Benvorth Benvorth - 2 months ago 6
Java Question

Java regex for optionally enclosed csv-string returns unexpected results

In Java I have a string (taken from a csv-file):

40;"blue-collar";"married";"secondary";"no";1100;"yes";"no";"unknown";29;"may";660


My class
CSV_Worker
will split it by the given delimiter (
;
) and removes the quotation marks if necessary:

public class CSV_Worker {

Pattern pattern = null;
int colCount = -1;

public CSV_Worker (String delimiter, int colCount) {
// (?<=^|;)(?:"([^;]*)"|([^;]*))(?=;|$)
this.pattern = Pattern.compile("(?<=^|\\" + delimiter + ")(?:\"([^\\" + delimiter + "]*)\"|([^\\" + delimiter + "]*))(?=\\" + delimiter + "|$)");
this.colCount = colCount;
}

public String [] split (String line) {

String [] result = new String[this.colCount];
Matcher m = pattern.matcher(line);
int idx = 0;
while (m.find()) {
result[idx] = m.group();
idx++;
}
return result;
}
}


Why does
CSV_Worker.split(myString)
return

40
"blue-collar"
"married"
...


instead of

40
blue-collar
married
...


?

Answer

With m.group() you get the whole match (i.e. group 0), not just the content of one of the capturing groups.
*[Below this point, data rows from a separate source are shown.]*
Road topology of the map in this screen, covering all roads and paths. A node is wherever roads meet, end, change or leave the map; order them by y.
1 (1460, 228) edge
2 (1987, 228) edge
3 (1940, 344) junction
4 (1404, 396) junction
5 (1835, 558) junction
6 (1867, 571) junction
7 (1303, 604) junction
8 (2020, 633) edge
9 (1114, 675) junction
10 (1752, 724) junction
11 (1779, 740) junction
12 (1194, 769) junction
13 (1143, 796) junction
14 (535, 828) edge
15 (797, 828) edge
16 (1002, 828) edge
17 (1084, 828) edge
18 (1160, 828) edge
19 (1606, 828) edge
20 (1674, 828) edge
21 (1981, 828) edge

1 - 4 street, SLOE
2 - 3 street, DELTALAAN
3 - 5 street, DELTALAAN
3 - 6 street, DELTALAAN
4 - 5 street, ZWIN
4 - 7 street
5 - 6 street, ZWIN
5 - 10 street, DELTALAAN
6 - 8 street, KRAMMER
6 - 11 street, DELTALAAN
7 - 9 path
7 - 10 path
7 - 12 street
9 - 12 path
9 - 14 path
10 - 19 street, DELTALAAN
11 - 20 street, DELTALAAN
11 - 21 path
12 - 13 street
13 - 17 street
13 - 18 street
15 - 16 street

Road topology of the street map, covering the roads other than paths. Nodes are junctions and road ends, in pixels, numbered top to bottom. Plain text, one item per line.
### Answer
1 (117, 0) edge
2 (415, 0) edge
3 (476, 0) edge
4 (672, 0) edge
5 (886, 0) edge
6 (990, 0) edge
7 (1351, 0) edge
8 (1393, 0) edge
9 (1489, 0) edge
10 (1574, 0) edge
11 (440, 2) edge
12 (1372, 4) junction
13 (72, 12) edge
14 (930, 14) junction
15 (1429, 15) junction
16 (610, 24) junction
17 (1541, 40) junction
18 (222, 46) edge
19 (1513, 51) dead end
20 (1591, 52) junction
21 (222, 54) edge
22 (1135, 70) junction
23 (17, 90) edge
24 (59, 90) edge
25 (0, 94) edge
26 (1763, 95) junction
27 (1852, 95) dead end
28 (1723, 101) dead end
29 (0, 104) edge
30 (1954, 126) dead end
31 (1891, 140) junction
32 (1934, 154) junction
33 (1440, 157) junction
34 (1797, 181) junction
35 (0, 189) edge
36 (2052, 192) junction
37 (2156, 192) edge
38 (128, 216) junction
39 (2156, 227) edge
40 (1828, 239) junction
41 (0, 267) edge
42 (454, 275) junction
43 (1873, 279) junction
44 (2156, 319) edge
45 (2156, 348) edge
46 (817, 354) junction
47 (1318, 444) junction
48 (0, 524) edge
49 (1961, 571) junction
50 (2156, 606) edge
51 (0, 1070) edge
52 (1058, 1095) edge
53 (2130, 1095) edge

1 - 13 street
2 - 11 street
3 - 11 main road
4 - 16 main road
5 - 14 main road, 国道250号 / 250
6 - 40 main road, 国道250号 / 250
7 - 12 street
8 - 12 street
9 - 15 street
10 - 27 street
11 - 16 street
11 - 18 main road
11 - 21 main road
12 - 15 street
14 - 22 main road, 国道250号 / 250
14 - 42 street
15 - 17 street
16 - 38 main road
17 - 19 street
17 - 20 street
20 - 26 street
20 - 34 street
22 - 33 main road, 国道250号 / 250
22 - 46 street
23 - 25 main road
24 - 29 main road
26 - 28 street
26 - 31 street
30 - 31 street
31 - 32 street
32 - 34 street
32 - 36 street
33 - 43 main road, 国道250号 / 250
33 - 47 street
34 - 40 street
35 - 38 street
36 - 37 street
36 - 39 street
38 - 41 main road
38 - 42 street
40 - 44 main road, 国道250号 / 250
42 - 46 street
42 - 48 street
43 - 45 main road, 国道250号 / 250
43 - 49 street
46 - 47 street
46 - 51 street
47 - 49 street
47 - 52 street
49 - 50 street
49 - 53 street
This includes the quotes from your non-capturing group. Furthermore you use different capturing groups for the case where there are quotes and the case there are no quotes. You therefore need to use the Matcher like this:

String g1 = m.group(1);
result[idx] = (g1 == null ? m.group(2) : g1);

You could also use just a single capturing group by using lookarounds

Pattern pattern = Pattern.compile("(?<=^|\\" + delimiter + ")\"?((?<!\")[^\\" + delimiter + "]*(?!\")|(?<=\")[^\"]*(?=\"))\"?(?=\\" + delimiter + "|$)");

which allows you to use

result[idx] = m.group(1);

in the split method instead.